Why conservatives now love the Leviathan

Why conservatives now love the Leviathan

For decades, Turkey’s National Intelligence Organization (MİT) has been a feared institution in the eyes of leftists, Kurds and religious conservatives. These “peripheral” groups, which were often oppressed by the Kemalist “center,” saw MİT as a Big Brother that spies on them, keeps secret files about them and can carry out covert operations against their values, interests and even their very lives.

Times have changed in Turkey, though. And one of the dramatic signs of this change is the new MİT law that has given the spy agency extraordinary powers and extraordinary protection from legal prosecution and media control.

According to the law, for example, agents of MİT will have legal immunity, as any prosecutor who might try to question them will be blocked by the mere statement that MİT is carrying out a covert operation.

MİT will be able to gather almost any private information it wants about citizens, monitoring and eavesdropping on them at will. Moreover, media institutions will be punished severely if they published any secret document belonging to MİT. (To be fair, there are some positive aspects of the law as well, such as the warrant given to MİT “to talk to jailed terrorists,” which will help the peace process with Kurdish separatists.)

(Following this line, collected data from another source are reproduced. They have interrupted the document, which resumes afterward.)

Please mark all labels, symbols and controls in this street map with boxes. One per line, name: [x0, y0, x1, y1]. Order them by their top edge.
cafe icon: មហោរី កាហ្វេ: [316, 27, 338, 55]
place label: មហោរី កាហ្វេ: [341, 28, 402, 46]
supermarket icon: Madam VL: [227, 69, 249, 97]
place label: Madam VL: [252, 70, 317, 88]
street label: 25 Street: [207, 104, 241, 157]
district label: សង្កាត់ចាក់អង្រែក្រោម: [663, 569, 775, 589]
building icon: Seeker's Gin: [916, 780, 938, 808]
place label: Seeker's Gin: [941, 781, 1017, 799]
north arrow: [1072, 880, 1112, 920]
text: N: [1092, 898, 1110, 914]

Passed in Parliament this week by the governing Justice and Development Party (AKP), the law has raised many concerns that Turkey, once again, is heading toward becoming a paranoid national security state. But, this time, the concerned Turks did not include the pro-AKP conservatives. Quite the contrary, those conservatives seem very happy with the new MİT law.

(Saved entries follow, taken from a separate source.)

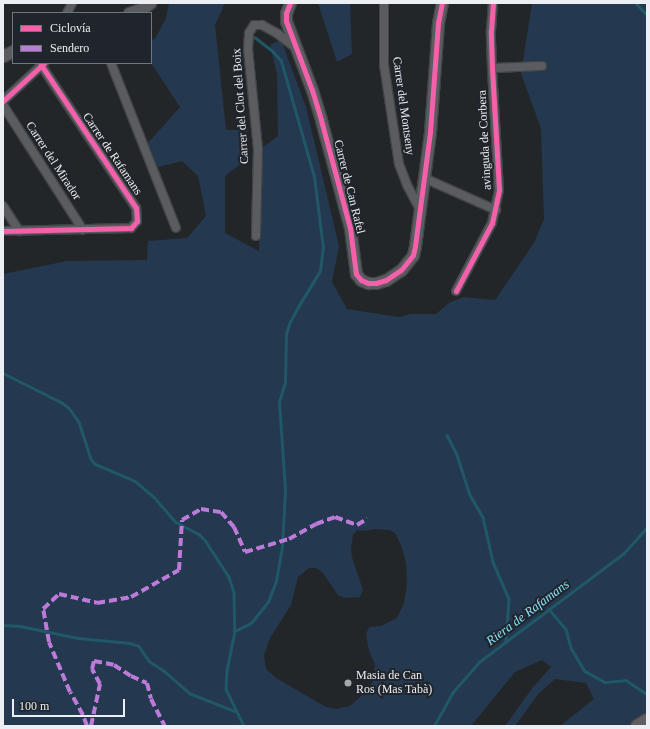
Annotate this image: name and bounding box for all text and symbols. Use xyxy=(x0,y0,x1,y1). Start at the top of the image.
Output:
legend xyxy=(12,12,152,64)
text: Ciclovía xyxy=(50,21,91,35)
text: Sendero xyxy=(50,41,89,55)
street label: Carrer del Clot del Boix xyxy=(230,48,252,164)
street label: Carrer del Montseny xyxy=(389,56,417,156)
street label: avinguda de Corbera xyxy=(475,90,495,190)
street label: Carrer de Rafamans xyxy=(79,110,145,198)
street label: Carrer del Mirador xyxy=(22,119,84,203)
street label: Carrer de Can Rafel xyxy=(330,139,368,235)
water label: Riera de Rafamans xyxy=(484,577,572,649)
place label: Masia de Can Ros (Mas Tabà) xyxy=(356,669,432,697)
marker: Masia de Can Ros (Mas Tabà) xyxy=(343,678,353,688)
scale bar xyxy=(14,691,127,717)
text: 100 m xyxy=(19,699,49,713)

The reason for this dramatic shift is obvious. In the past, Turkey’s religious conservatives were threatened by the state, which was then dominated by the secularists. That is why these religious conservatives agreed with the liberal critics of the authoritarian state – say, the Leviathan – and supported the European Union accession process in order to tame it.

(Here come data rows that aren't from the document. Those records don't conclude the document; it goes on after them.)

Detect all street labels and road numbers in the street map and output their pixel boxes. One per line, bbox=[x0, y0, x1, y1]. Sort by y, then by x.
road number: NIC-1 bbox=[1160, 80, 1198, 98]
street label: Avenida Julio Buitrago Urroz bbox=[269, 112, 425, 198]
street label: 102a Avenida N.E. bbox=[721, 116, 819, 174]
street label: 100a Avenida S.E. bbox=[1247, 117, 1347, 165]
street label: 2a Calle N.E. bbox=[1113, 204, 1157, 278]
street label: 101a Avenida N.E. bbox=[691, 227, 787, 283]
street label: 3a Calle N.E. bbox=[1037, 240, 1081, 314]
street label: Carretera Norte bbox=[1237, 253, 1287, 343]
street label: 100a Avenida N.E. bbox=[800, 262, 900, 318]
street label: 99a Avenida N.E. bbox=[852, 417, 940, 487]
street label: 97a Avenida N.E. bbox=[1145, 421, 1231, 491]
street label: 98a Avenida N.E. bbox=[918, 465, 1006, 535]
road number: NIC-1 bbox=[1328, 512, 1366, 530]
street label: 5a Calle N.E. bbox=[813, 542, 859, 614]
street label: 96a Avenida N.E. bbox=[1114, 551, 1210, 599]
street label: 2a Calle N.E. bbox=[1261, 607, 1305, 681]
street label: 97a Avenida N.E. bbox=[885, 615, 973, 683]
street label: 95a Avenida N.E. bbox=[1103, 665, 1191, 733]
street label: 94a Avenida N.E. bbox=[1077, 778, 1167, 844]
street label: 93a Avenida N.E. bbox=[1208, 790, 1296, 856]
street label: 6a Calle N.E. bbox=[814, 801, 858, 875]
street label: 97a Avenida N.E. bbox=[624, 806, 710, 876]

However, this liberal-leaning conservative stance ended very quickly once the conservatives came to dominate the state around 2010-11. The liberals have not changed much in their position: they are still as critical of the Leviathan as they have always been. But pro-AKP religious conservatives have changed dramatically. They just don’t see a problem with the Leviathan anymore, for a very understandable reason: They now own the Leviathan. They know that the new MİT will not go after themselves; it will rather go after their enemies.

This is, of course, very unfortunate. The religious conservatives had a historic chance to diffuse Turkey’s authoritarian state tradition, liberating not just themselves but all other groups as well. Had they done that, they would have written a democratic success story that would have been an example to other Muslim societies and received global admiration. They rather gave in to the temptation of power and the seduction of opportunism. They could have killed the Leviathan and instead build a liberal, limited, transparent state. Instead, they allowed the Leviathan to co-opt themselves.